__Exercise__
Please report how many lines of the data include the word "thumb", with the number as the entire reply.

__Record set__
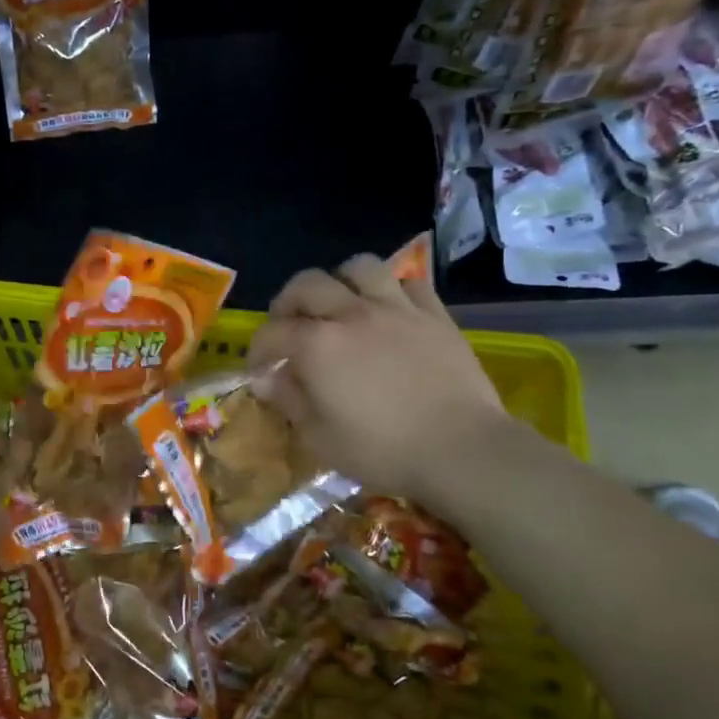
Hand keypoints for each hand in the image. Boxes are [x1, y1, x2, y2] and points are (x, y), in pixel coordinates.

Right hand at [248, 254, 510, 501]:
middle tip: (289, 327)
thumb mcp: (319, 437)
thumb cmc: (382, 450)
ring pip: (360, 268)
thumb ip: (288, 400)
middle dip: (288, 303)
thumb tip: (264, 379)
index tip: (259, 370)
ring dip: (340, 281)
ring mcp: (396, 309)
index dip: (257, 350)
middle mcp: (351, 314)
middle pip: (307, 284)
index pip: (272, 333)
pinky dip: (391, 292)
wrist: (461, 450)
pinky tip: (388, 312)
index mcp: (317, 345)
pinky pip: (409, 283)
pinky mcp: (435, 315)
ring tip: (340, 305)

__Exercise output__
4